2. The bodies of the murdered civilians were left lying uncovered in the square for several days; afterward, they were taken to pits that had been dug in advance.
3. The [ChGK] committee has examined an open pit in the area of the First Klewań Rural Council. It lies some 150 meters from the main road and 15 meters to the left of the market square, and approximately 119 bodies have been found in it.
4. The pit is 3 meters long, 4 meters wide, and 3 meters deep. The bodies of the [Jewish] civilians annihilated by the Hitlerites are heaped in a disorderly fashion, one on top of the other.
5. The bodies, which are dressed in decomposed civilian clothing, have undergone all the stages of cadaveric decomposition…. On most of the bodies, round and oval-shaped bullet-sized holes have been found in the occipital and frontal bones of the head, while on other [bodies] nothing has been found, because of the decomposition of the bones.
6. The [ChGK] committee has concluded that this pit contains the remains of massacred civilians, and that this massacre dates to the second half of 1941.
1.…The [ChGK] committee has examined a pit located in the town of Klewań, some 150 meters from the main street (road) and 15 meters from the market square, near the first pit. The pit is sized 2x3x3 meters, and it contains about 87 bodies.
2.The bodies were lying in a disorderly fashion; women’s shoes, boots, and shreds of rotten civilian clothing have been found…. In the occipital and frontal bones of many of the bodies…, there are oval and round holes, matching the diameter of a bullet.
3.The [ChGK] committee has concluded that the murder of the Soviet civilians dates to the period of 1941, and that the perpetrators of this vile crime were the military command of the 44th German Division.
4.The murder of the civilians – elderly people, women, and children – took place on the second day after the arrival of the advance German units. The civilians were driven to the market square, lined up in 5 rows, and shot with machine guns.
From the testimony of Abraham Kirschner, who was born in Klewań in 1920:
…The second massacre of the civilian Jewish population took place in the market [square], to which the same SS unit had driven 150 people. They were all shot with a mounted machine gun. When I reached the bodies, I saw a woman named Shtidel, who was lying there with a six-month-old baby, and there was visible blood on the baby’s chest. Other civilians were driven into the square, to cover these bodies with earth….

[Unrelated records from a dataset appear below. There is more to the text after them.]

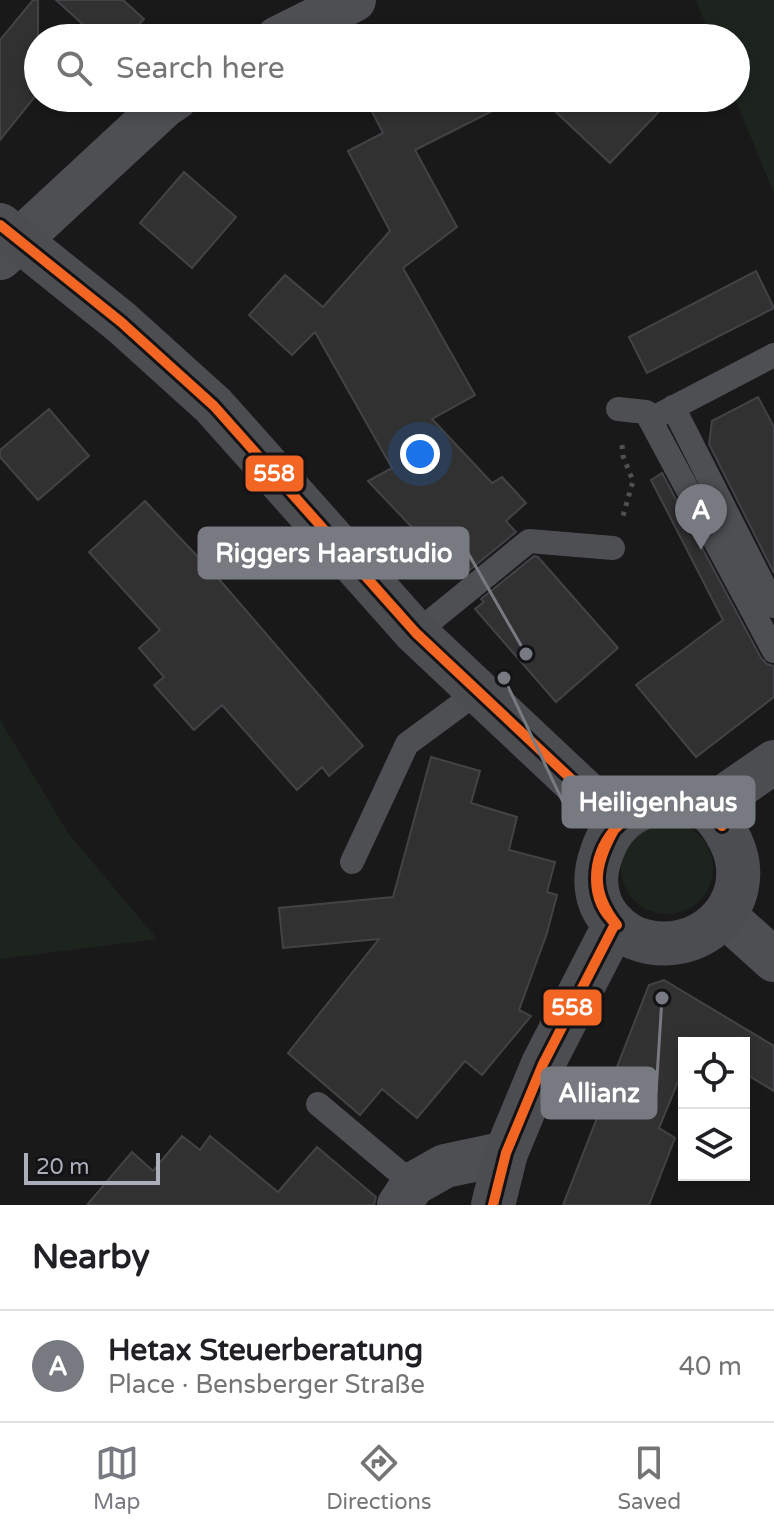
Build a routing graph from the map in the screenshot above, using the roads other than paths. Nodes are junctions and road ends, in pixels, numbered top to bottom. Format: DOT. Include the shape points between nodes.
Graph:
graph roads {
  1 [pos="354,0"];
  2 [pos="306,24"];
  3 [pos="159,112"];
  4 [pos="6,241"];
  5 [pos="774,355"];
  6 [pos="673,407"];
  7 [pos="618,409"];
  8 [pos="650,419"];
  9 [pos="613,548"];
  10 [pos="774,606"];
  11 [pos="416,633"];
  12 [pos="774,651"];
  13 [pos="479,691"];
  14 [pos="774,762"];
  15 [pos="706,809"];
  16 [pos="618,823"];
  17 [pos="352,862"];
  18 [pos="724,915"];
  19 [pos="615,924"];
  20 [pos="774,960"];
  21 [pos="318,1104"];
  22 [pos="506,1153"];
  23 [pos="406,1195"];
  24 [pos="493,1205"];
  1 -- 2 [label="street"];
  3 -- 4 [label="street"];
  4 -- 11 [label="main road" via="121,322 214,406"];
  5 -- 6 [label="lane"];
  6 -- 8 [label="lane"];
  6 -- 10 [label="lane"];
  7 -- 8 [label="lane" via="646,412"];
  8 -- 12 [label="lane"];
  9 -- 11 [label="lane" via="529,541"];
  11 -- 13 [label="main road"];
  13 -- 16 [label="main road"];
  13 -- 17 [label="lane" via="407,744"];
  14 -- 15 [label="main road"];
  15 -- 16 [label="main road" via="682,800 661,801 638,808"];
  15 -- 18 [label="main road" via="725,830 736,854 739,877"];
  16 -- 19 [label="main road" via="607,837 595,882 603,911"];
  18 -- 19 [label="main road" via="689,941 669,944 647,942"];
  18 -- 20 [label="street"];
  19 -- 22 [label="main road" via="543,1064"];
  21 -- 23 [label="lane"];
  22 -- 23 [label="street" via="445,1166"];
  22 -- 24 [label="main road"];
}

From the testimony of Khariton Kuks, who was born in 1881 and lived in Klewań during the German occupation:
…In the first days of July 1941, German-Fascist troops occupied the Klewań region, and from that day they began the mass annihilation of the civilians, especially the Jews. On the night of July 2, 1941, once could hear pistol shots and machine gun fire. On July 2 [sic for July 3], 1941, the Germans were shooting civilians throughout the day. They annihilated as many as 200 people in the market square. Some of the victims were doused with gasoline and burned [alive]. The German [military] command didn’t allow the bodies of the dead civilians to be buried for several days. Eventually, the bodies began to stink so horribly that it wasn’t possible to go out into the street, and the Germans were then forced to order [the Jews] to cover the pits. The murdered civilians from the market square, who numbered about 200, were buried there, at the same site….

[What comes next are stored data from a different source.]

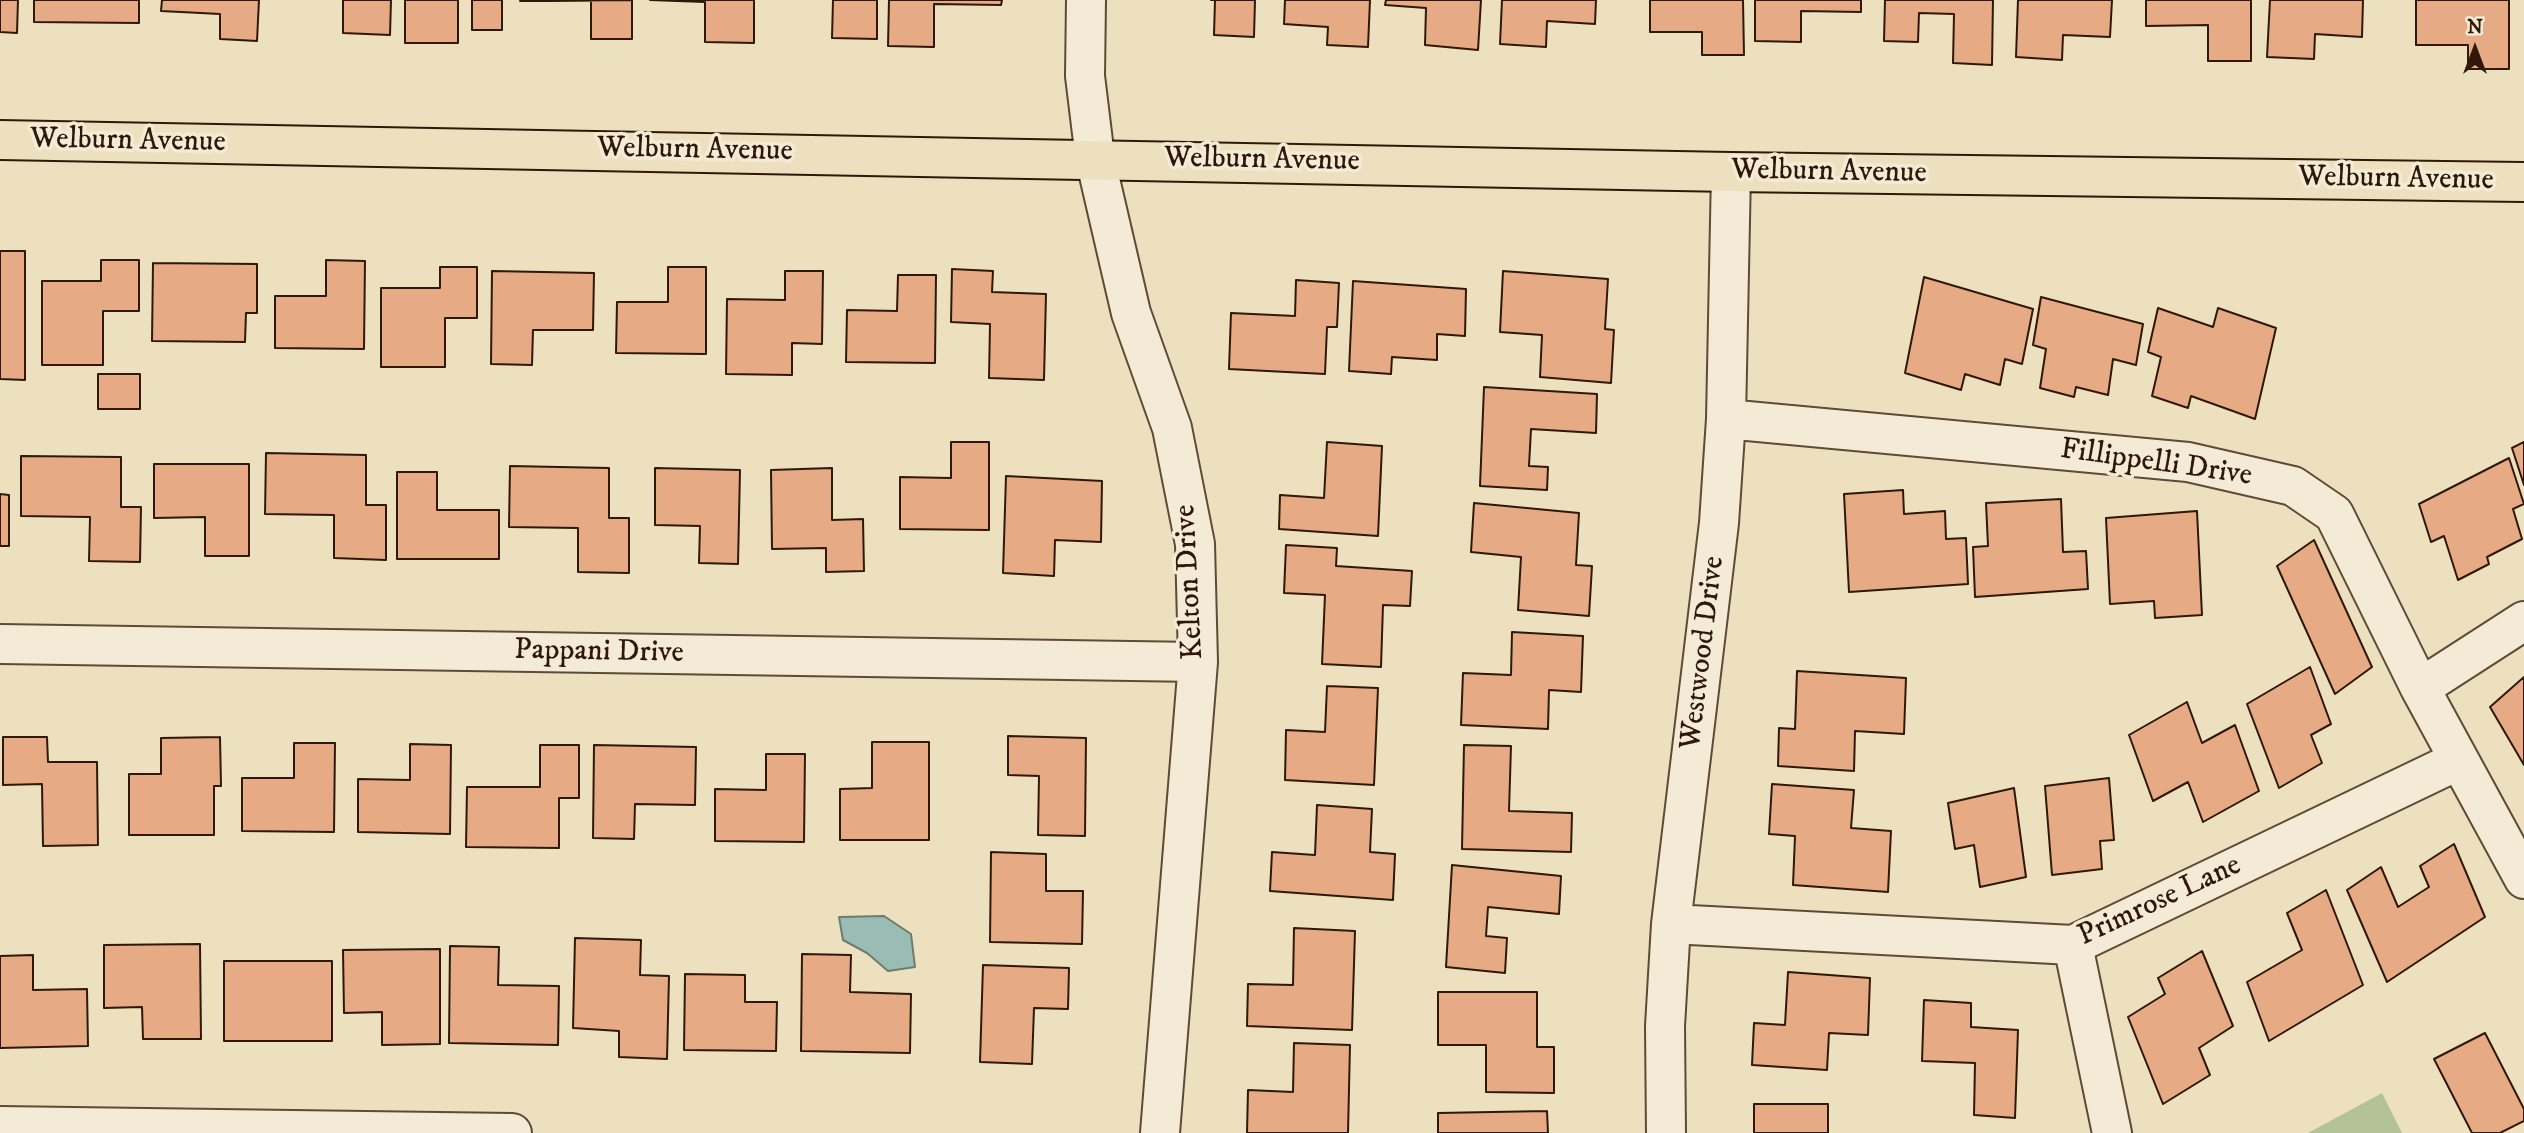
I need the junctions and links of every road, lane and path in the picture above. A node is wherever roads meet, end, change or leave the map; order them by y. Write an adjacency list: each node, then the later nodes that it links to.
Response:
1 (1086, 0): 3 (street, Kelton Drive)
2 (0, 140): 3 (main road, Welburn Avenue)
3 (1095, 158): 4 (main road, Welburn Avenue); 9 (street, Kelton Drive)
4 (1731, 172): 5 (main road, Welburn Avenue); 6 (street, Westwood Drive)
5 (2524, 182)
6 (1726, 419): 10 (street, Fillippelli Drive); 13 (street, Westwood Drive)
7 (2524, 621): 10 (street)
8 (0, 645): 9 (street, Pappani Drive)
9 (1198, 662): 17 (street, Kelton Drive)
10 (2420, 688): 11 (street, Fillippelli Drive)
11 (2459, 760): 12 (street, Fillippelli Drive); 14 (street, Primrose Lane)
12 (2524, 879)
13 (1671, 924): 14 (street, Primrose Lane); 18 (street, Westwood Drive)
14 (2073, 945): 19 (street)
15 (0, 1126): 16 (street)
16 (512, 1133)
17 (1160, 1133)
18 (1666, 1133)
19 (2112, 1133)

From the testimony of Matrona Nesterovich, who was born in 1881 and lived in Klewań during the German occupation:
…[Besides,] from the accounts of the people I learned that, on the day of their arrival [in Klewań], the Germans had shot several dozen Jewish people in the market square. I was told about this by a Jew who had come to borrow a shovel from me in order to bury them himself….

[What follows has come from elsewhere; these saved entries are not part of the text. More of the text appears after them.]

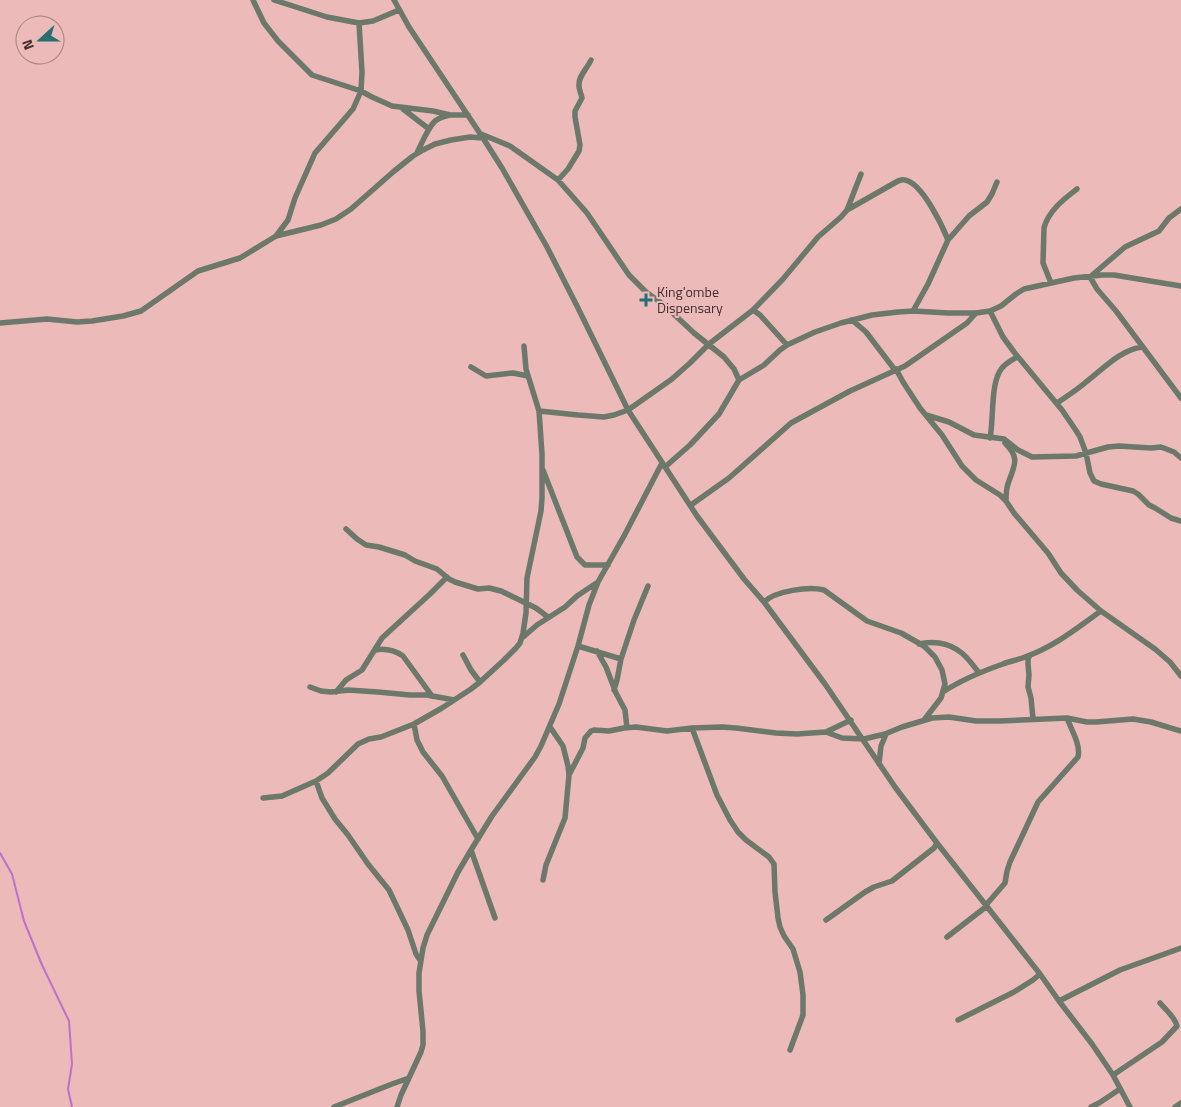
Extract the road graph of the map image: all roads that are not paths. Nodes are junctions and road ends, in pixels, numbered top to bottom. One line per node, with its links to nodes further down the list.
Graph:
1 (253, 0): 7 (street)
2 (274, 0): 5 (street)
3 (394, 0): 4 (street)
4 (399, 10): 5 (street); 10 (street)
5 (359, 23): 7 (street)
6 (591, 60): 15 (street)
7 (361, 91): 8 (street); 20 (street)
8 (402, 108): 9 (street); 11 (street)
9 (450, 114): 10 (street); 11 (street)
10 (468, 115): 12 (street)
11 (429, 129): 13 (street)
12 (482, 136): 13 (street); 15 (street); 42 (street)
13 (417, 154): 20 (street)
14 (861, 174): 18 (street)
15 (558, 180): 31 (street)
16 (997, 182): 21 (street)
17 (1077, 189): 23 (street)
18 (846, 210): 21 (street); 25 (street)
19 (1181, 210): 22 (street)
20 (276, 236): 30 (street)
21 (948, 240): 26 (street)
22 (1090, 276): 23 (street); 24 (street); 34 (street)
23 (1051, 283): 27 (street)
24 (1181, 286)
25 (753, 310): 31 (street); 32 (street)
26 (913, 311): 28 (street); 29 (street)
27 (990, 311): 28 (street); 35 (street)
28 (976, 313): 37 (street)
29 (852, 320): 32 (street); 37 (street)
30 (0, 323)
31 (709, 344): 39 (street); 42 (street)
32 (787, 345): 39 (street)
33 (524, 346): 38 (street)
34 (1142, 347): 40 (street); 41 (street)
35 (1018, 357): 41 (street); 45 (street)
36 (471, 367): 38 (street)
37 (895, 370): 44 (street); 52 (street)
38 (528, 376): 43 (street)
39 (739, 380): 49 (street)
40 (1181, 398)
41 (1057, 403): 47 (street)
42 (628, 410): 43 (street); 49 (street)
43 (539, 411): 50 (street)
44 (926, 415): 45 (street); 51 (street)
45 (990, 438): 46 (street)
46 (1000, 439): 47 (street); 51 (street)
47 (1086, 453): 48 (street); 53 (street)
48 (1181, 458)
49 (663, 465): 52 (street); 55 (street)
50 (542, 466): 55 (street); 60 (street)
51 (1006, 501): 61 (street)
52 (691, 505): 59 (street)
53 (1181, 521)
54 (346, 529): 56 (street)
55 (608, 565): 57 (street)
56 (447, 577): 60 (street); 66 (street)
57 (598, 582): 62 (street); 65 (street)
58 (648, 586): 70 (street)
59 (764, 602): 64 (street); 81 (street)
60 (526, 603): 62 (street); 63 (street)
61 (1101, 611): 69 (street); 72 (street)
62 (548, 617): 63 (street)
63 (522, 638): 73 (street)
64 (919, 644): 71 (street); 77 (street)
65 (578, 646): 67 (street); 85 (street)
66 (376, 650): 76 (street); 78 (street)
67 (597, 652): 70 (street); 75 (street)
68 (463, 655): 73 (street)
69 (1031, 655): 71 (street); 83 (street)
70 (621, 659): 75 (street)
71 (979, 674): 77 (street)
72 (1181, 676)
73 (480, 682): 79 (street)
74 (310, 687): 76 (street)
75 (614, 690): 86 (street)
76 (336, 692): 78 (street)
77 (943, 692): 82 (street)
78 (432, 696): 79 (street)
79 (454, 700): 84 (street)
80 (1066, 718): 83 (street); 88 (street); 100 (street)
81 (850, 720): 89 (street); 91 (street)
82 (924, 720): 83 (street); 90 (street)
83 (1033, 720)
84 (414, 724): 94 (street); 96 (street)
85 (550, 727): 93 (street); 96 (street)
86 (627, 728): 87 (street); 93 (street)
87 (692, 728): 89 (street); 110 (street)
88 (1181, 731)
89 (826, 732): 91 (street)
90 (886, 734): 91 (street); 92 (street)
91 (864, 739): 92 (street)
92 (879, 764): 97 (street)
93 (568, 775): 99 (street)
94 (316, 782): 95 (street); 105 (street)
95 (263, 798)
96 (478, 838): 98 (street)
97 (937, 843): 100 (street); 102 (street)
98 (471, 850): 101 (street); 105 (street)
99 (543, 880)
100 (987, 905): 103 (street); 106 (street)
101 (495, 918)
102 (826, 920)
103 (947, 937)
104 (1181, 948): 107 (street)
105 (420, 960): 112 (street)
106 (1040, 974): 107 (street); 109 (street)
107 (1059, 1002): 111 (street)
108 (1160, 1003): 111 (street)
109 (958, 1020)
110 (790, 1050)
111 (1113, 1075): 113 (street)
112 (409, 1078): 115 (street); 116 (street)
113 (1120, 1089): 117 (street); 118 (street)
114 (1181, 1103): 119 (street)
115 (338, 1106)
116 (397, 1107)
117 (1091, 1107)
118 (1130, 1107)
119 (1175, 1107)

From the testimony of Opolon Privarskii, who was born in 1871 in Klewań and lived there during the German occupation:
…The Germans also carried out a mass shooting in the market square. I saw the Germans shoot [Jews] in two places [in the square]: In each of them, they [killed] about 100 people. The Germans didn’t allow the bodies of the dead civilians to be buried until they began to stink. Then, when it was no longer possible to go near the bodies, and when the smell had spread throughout the town, the Germans were forced to round up the remaining Jews and order them to remove the bodies of their murdered fellows. They were buried in the [market] square, near the site where the shooting had taken place…. The mass shooting of the Jews had been carried out by a front-line unit of the German army….
From the testimony of Trofim Kovalchuk, who was born in 1889 and lived in Klewań during the German occupation:
In the first days of July 1941, the German-Fascist monsters occupied the Klewań region. They entered the town of Klewań at about 12 PM on July 1 or 2, 1941. On that day, they began the mass annihilation of the civilian population. During the first days of the occupation of the town of Klewań, I ran away to [a nearby] village and stayed there for two or three days, before returning to the town. When I came back, my neighbors told me that the German monsters… had shot many civilians, and especially Jews. The shooting had supposedly taken place in the market square, near the Jewish prayer house [called] the “synagogue”. After listening to their accounts, I decided to take a walk through the town and see [for myself] whether they were true. As I passed near the market square, I saw a mass of civilians who had been shot. There were elderly individuals, women, and nursing infants among them. I was unable to count the number of dead [Jews], and this was a hopeless task in any case. As many as 200 people had been shot [at that site].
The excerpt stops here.